Kepala Sub Direktorat Sumber Daya Ikan dan Zona Ekonomi Ekslusif Indonesia dan Laut Lepas KKP, Trian Yunanda mengemukakan, armada perikanan di laut lepas saat ini nyaris tidak ada, sejalan dengan larangan operasional kapal ikan asing. Akan tetapi, terjadi peningkatan hasil tangkapan tuna dari kapal-kapal di wilayah perairan Indonesia.
Kalau (jumlah) tangkapan bagus tetapi kualitas rendah, handling (penanganan) lemah, tidak terdata, maka pihak luar tidak mau beli.
Ia mengakui, saat ini Indonesia belum memenuhi kuota penangkapan tuna mata besar (big eye) sebanyak 5.889 ton per tahun di Samudera Pasifik bagian tengah dan barat. Diperlukan skema khusus untuk mendorong penangkapan tuna dengan prinsip-prinsip ramah lingkungan di laut lepas. “Pekerjaan rumah kita adalah mendorong armada besar dalam negeri untuk mengisi laut lepas,” katanya.
Raih Sertifikasi
Penerapan prinsip perikanan yang berkelanjutan dalam penangkapan tuna antara lain dibuktikan oleh PT Citra Raja Ampat Canning (CRAC), di Sorong, yang mendapat sertifikasi standar emas oleh Marine Stewardship Council (MSC) pada November 2018. Perusahaan itu sekaligus pertama di Indonesia yang meraih sertifikasi MSC. MSC merupakan lembaga swadaya yang menetapkan standar perikanan berkelanjutan di seluruh dunia.

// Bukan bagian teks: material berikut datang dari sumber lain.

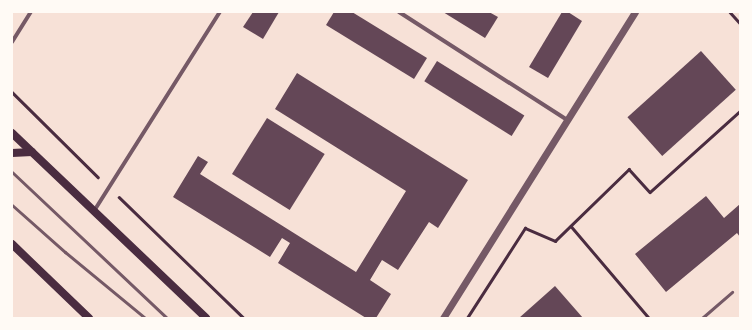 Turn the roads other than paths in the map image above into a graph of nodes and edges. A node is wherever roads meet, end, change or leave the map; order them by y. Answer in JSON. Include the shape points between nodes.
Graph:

Sertifikasi penangkapan tuna juga didapatkan nelayan kecil di Maluku, berupa sertifikat fair trade sejak 2015. Komoditas tuna yang mendapat sertifikasi fair trade memperoleh harga premium dibandingkan tuna yang tidak tersertifikasi.
Direktur Eksekutif Masyarakat dan Perikanan Indonesia (MDPI), Saut Tampubolon menyatakan, sertifikasi fair trade untuk tuna mampu didapat oleh nelayan-nelayan kecil dengan kapal ukuran 1-2 gros ton (GT). Selama 2015-2018, nelayan tuna binaan MDPI yang memperoleh sertifikasi fair trade berjumlah 859 nelayan kecil dengan nilai penjualan mencapai Rp 4,5 miliar.
Pihaknya menargetkan nelayan yang memenuhi sertifikasi fair trade untuk tuna akan meningkat dari 859 orang menjadi 1.500 orang tahun ini. Adapun volume tangkapan tuna yang tersertifikasi fair trade juga ditargetkan meningkat dari 1.045 ton menjadi 1.500 ton pada tahun 2020. Selain itu, hasil tangkapan tuna yang menerapkan prinsip ketertelusuran meningkat dari 1.349 ton menjadi 5.000 ton.
Sertifikasi fair trade untuk tuna mampu didapat oleh nelayan-nelayan kecil dengan kapal ukuran 1-2 gros ton
Saldin Bonelalu, Ketua Kelompok Tuna Leisela Indah, di Desa Wamlana, Buru Utara, mengemukakan, nelayan kelompok itu mendapatkan harga jual tuna lebih tinggi Rp 4.000 per kg karena sudah mengantongi sertifikat fair trade. Dari hasil melaut harian, setiap nelayan bisa membawa pulang 2-4 ekor tuna dengan alat pancing handline. Pendapatan kelompoknya mencapai Rp 300 juta dalam kurun 4 tahun.
“Kelebihan nilai jual itu kami kumpulkan untuk tabungan anak, dan kebutuhan kelompok,” katanya.
La Tohia, Ketua Komite Fair Trade Pulau Seram mengemukakan, hasil tangkapan tuna dari kelompok nelayan yang memperoleh sertifikasi fair trade dipasok ke salah satu perusahaan pengolahan untuk diekspor ke Amerika Serikat. Harga jual ikan Rp 54.000 per kg, namun nelayan akan mendapat tambahan dana Rp 4.000 per kg karena ikannya masuk kategori premium.